Why can't you rebalance the dataset if you want to predict probabilities?

In the notes on parameter tuning

https://xgboost.readthedocs.io/en/latest/tutorials/param_tuning.html

it says:

“If you care about predicting the right probability In such a case, you cannot re-balance the dataset”"

Why is that?

Many thanks,

See discussion in How does scale_pos_weight affect probabilities?. If your goal is to predict well-calibrated probabilities, you should not use scale_pos_weight or assign data weights.

Hi,
Thank you. Yes, I had read that. I think that the root of the matter is that the prediction is the proportion of the positive class in that particular part of the trees, and when you balance the data, you change those proportions. So would it be possible to estimate the model on the balanced data, and then run it on the original unbalanced data to get the predictions?
Thank you again.

You can try it and see if you are able to get well-calibrated probabilities. To my knowledge, any re-balancing is incompatible with well-calibrated probabilities.

I would like to try it.

Now I don’t know xgboost that well, so I am not entirely sure how to achieve this. Fortunately, I did not use scale_weight_x to balance the dataset, but instead I added a weight parameter when I created the x-matrix. So would it be right that all I need to do is run predict on the original x-matrix, with no weights parameter? Many thanks for your help, I am quite at sea here.
Cheers,

Michel

Yes, the prediction value itself should not be affected by the data weights, since the weights only control how the evaluation metric gets computed.

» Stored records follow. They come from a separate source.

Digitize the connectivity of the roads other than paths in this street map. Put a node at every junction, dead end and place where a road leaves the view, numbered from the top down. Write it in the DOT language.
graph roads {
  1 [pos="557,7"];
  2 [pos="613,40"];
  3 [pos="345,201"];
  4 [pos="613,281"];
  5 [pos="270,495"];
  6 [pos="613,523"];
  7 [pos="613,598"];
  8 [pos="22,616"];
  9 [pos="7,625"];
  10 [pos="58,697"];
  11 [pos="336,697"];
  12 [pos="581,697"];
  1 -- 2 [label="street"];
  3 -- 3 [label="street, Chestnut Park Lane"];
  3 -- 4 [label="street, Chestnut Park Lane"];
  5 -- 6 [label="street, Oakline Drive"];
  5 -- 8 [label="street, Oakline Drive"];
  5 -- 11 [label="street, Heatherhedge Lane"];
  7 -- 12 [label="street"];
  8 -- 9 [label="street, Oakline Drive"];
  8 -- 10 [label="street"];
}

If that is the case, then I don’t see why setting the weights should mess up the predicted probabilities. I can understand why that would happen if setting a weight of, say, 10, would be equivalent to cloning that data point 9 times. But if the weights are used only in the loss function, then why are the probabilites not calibrated?

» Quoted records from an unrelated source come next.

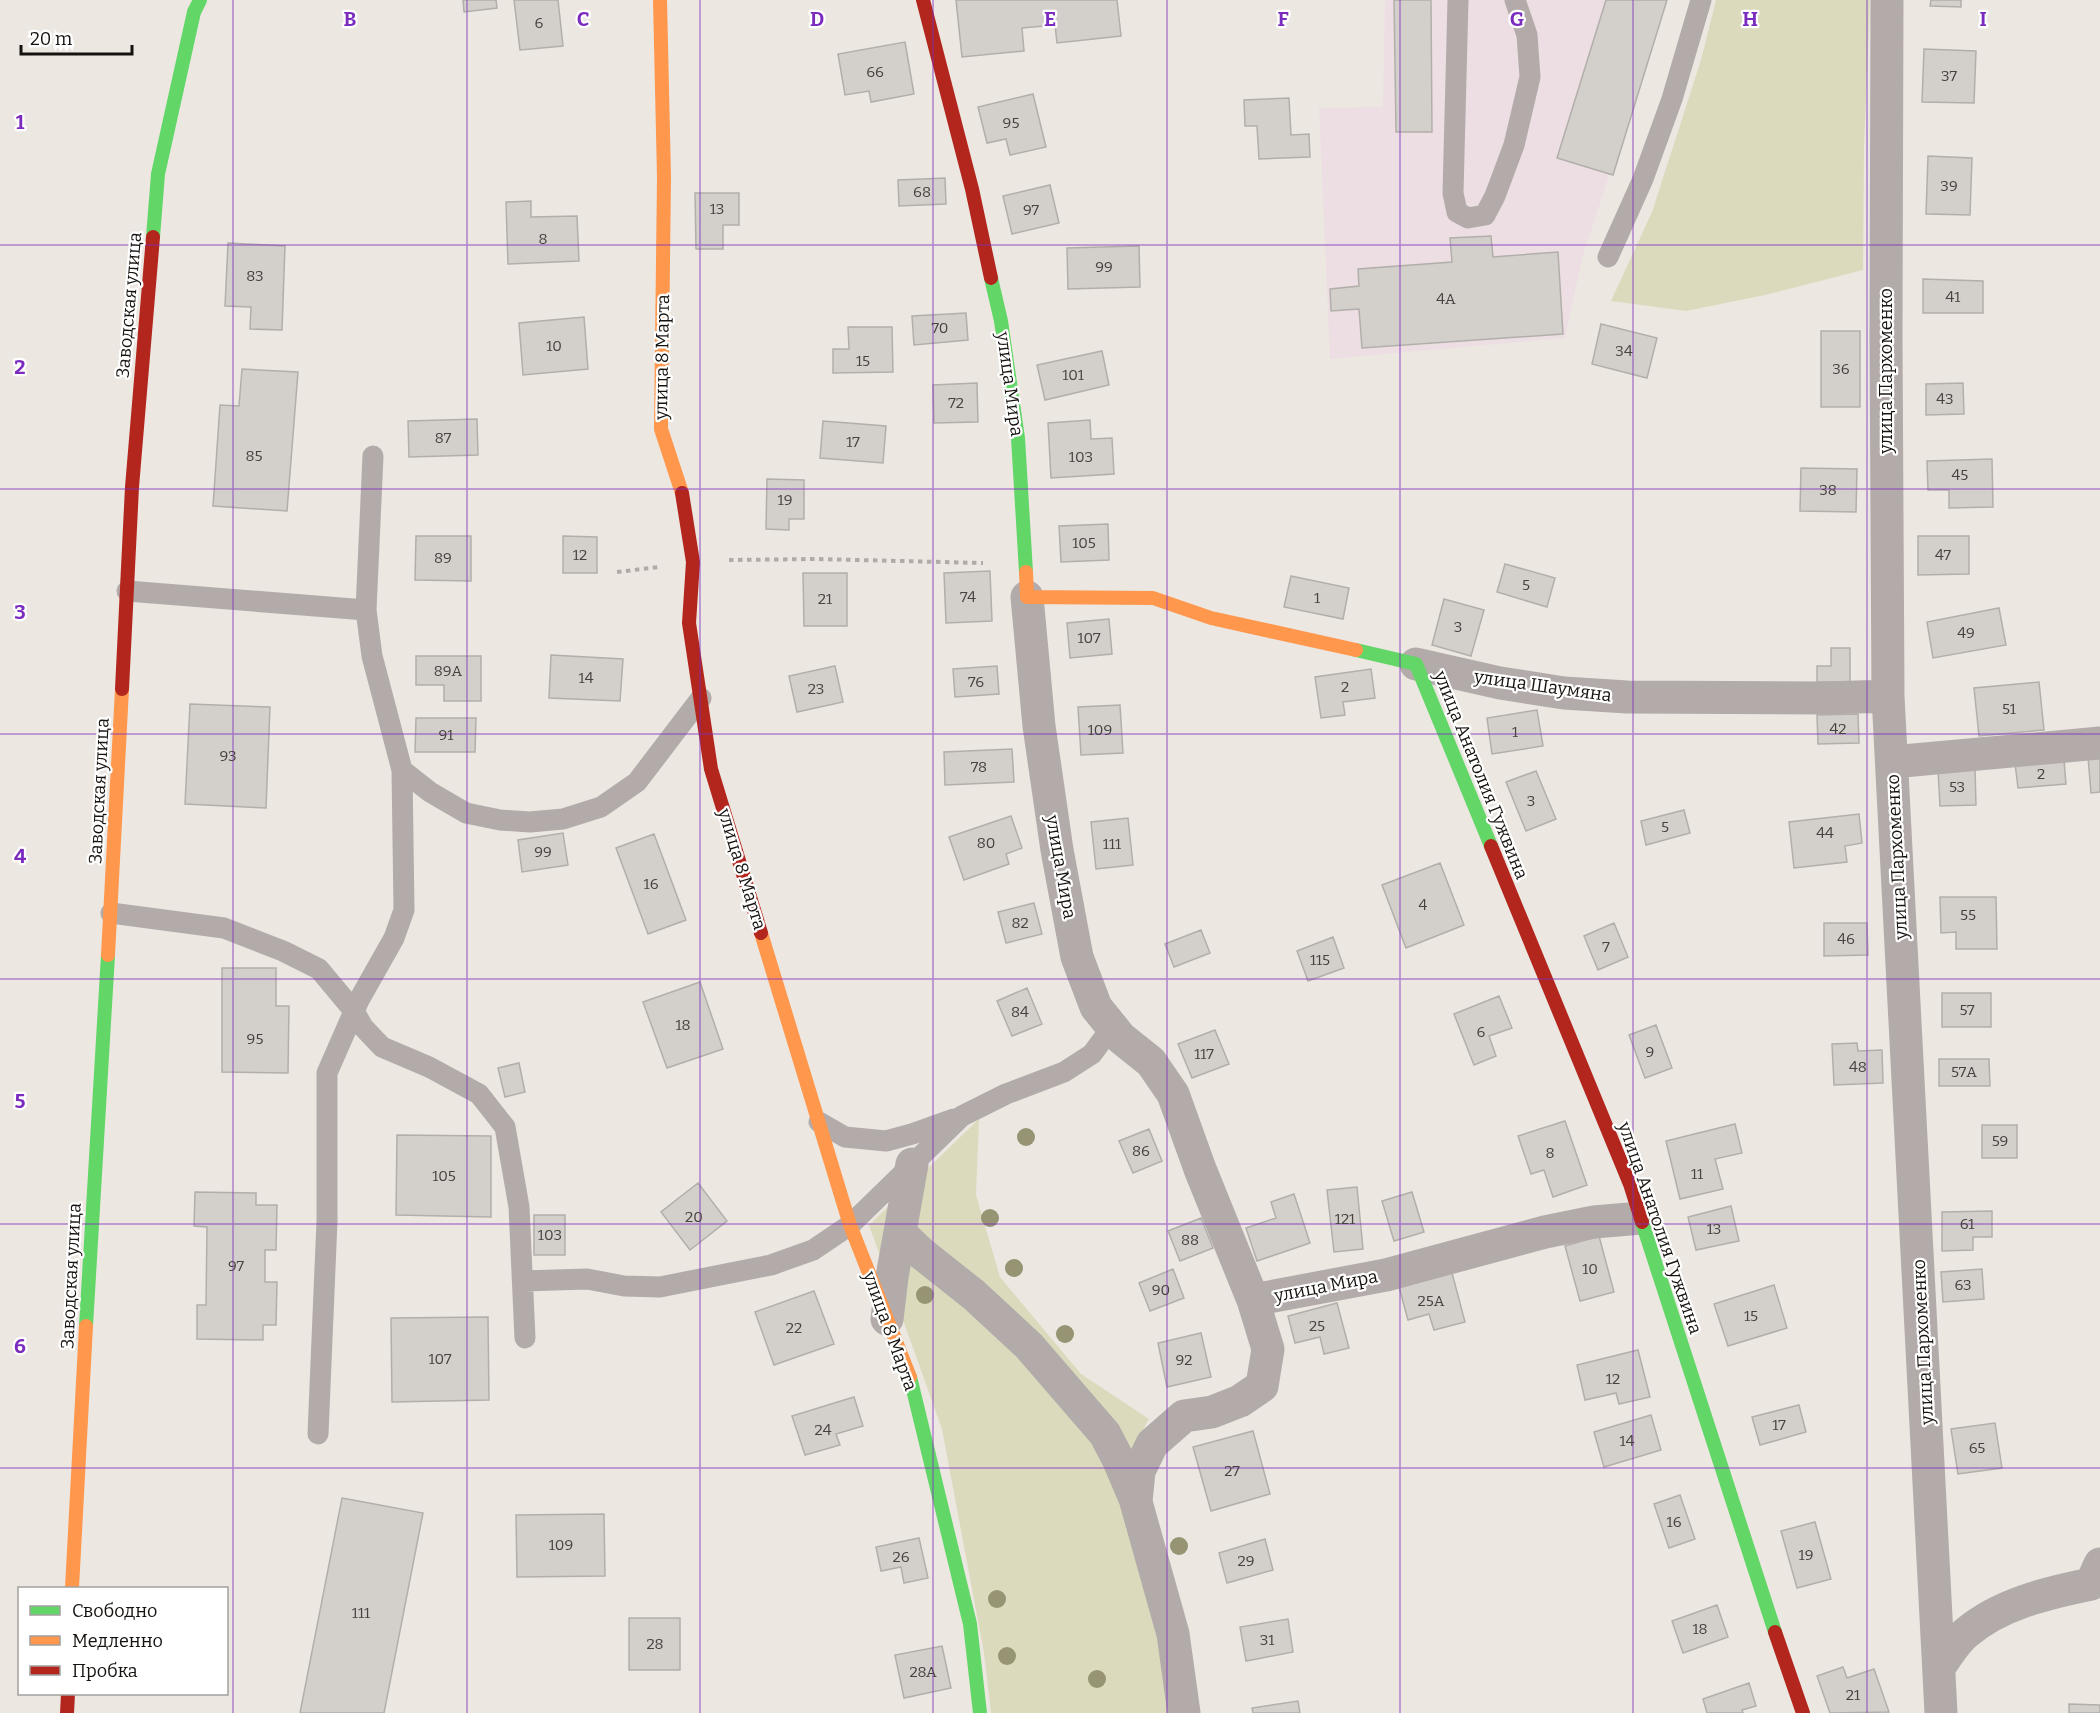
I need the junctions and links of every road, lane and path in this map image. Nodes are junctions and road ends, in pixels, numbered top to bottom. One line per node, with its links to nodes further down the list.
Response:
1 (660, 0): 10 (street, улица 8 Марта)
2 (923, 0): 14 (street, улица Мира)
3 (1458, 0): 4 (lane)
4 (1515, 0)
5 (1701, 0): 8 (lane)
6 (1887, 0): 17 (street, улица Пархоменко)
7 (195, 4): 13 (street, Заводская улица)
8 (1608, 257)
9 (373, 456): 15 (lane)
10 (693, 562): 11 (path); 12 (path); 18 (street, улица 8 Марта)
11 (983, 564)
12 (618, 572)
13 (127, 591): 15 (lane); 22 (street, Заводская улица)
14 (1027, 597): 16 (street, улица Шаумяна); 24 (street, улица Мира)
15 (366, 610): 21 (lane)
16 (1416, 664): 17 (street, улица Шаумяна); 28 (street, улица Анатолия Гужвина)
17 (1888, 696): 20 (street, улица Пархоменко)
18 (701, 698): 21 (lane); 26 (street, улица 8 Марта)
19 (2100, 743): 20 (street)
20 (1892, 762): 39 (street, улица Пархоменко)
21 (402, 770): 23 (lane)
22 (111, 913): 23 (lane); 38 (street, Заводская улица)
23 (354, 1011): 31 (lane); 35 (lane)
24 (1112, 1027): 25 (lane); 32 (street, улица Мира)
25 (962, 1116): 26 (lane); 27 (lane)
26 (819, 1122): 29 (street, улица 8 Марта)
27 (912, 1164): 29 (lane); 30 (street)
28 (1641, 1218): 32 (street, улица Мира); 44 (street, улица Анатолия Гужвина)
29 (850, 1225): 31 (lane); 33 (street, улица 8 Марта)
30 (900, 1233): 33 (street); 36 (street)
31 (524, 1281): 34 (lane)
32 (1253, 1300): 36 (street)
33 (887, 1319): 42 (street, улица 8 Марта)
34 (525, 1338)
35 (318, 1434)
36 (1136, 1502): 43 (street)
37 (2097, 1578): 39 (street)
38 (72, 1587)
39 (1940, 1666): 45 (street, улица Пархоменко)
40 (68, 1695): 41 (street)
41 (67, 1713)
42 (980, 1713)
43 (1184, 1713)
44 (1803, 1713)
45 (1941, 1713)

Actually that’s what happens at training time.

It seems to me, from some toy examples, that setting the weights in the matrix does not clone the observations, but instead it presumably adds a weight in the loss function, while scale_pos_weight clones the observations for the minority class. Could that be right?

No, scale_pos_weight does not clone observations. It behaves as if you assigned an identical data weight to the positive class. The effect is the same as cloning observations, however, in that you would have poorly calibrated probability predictions.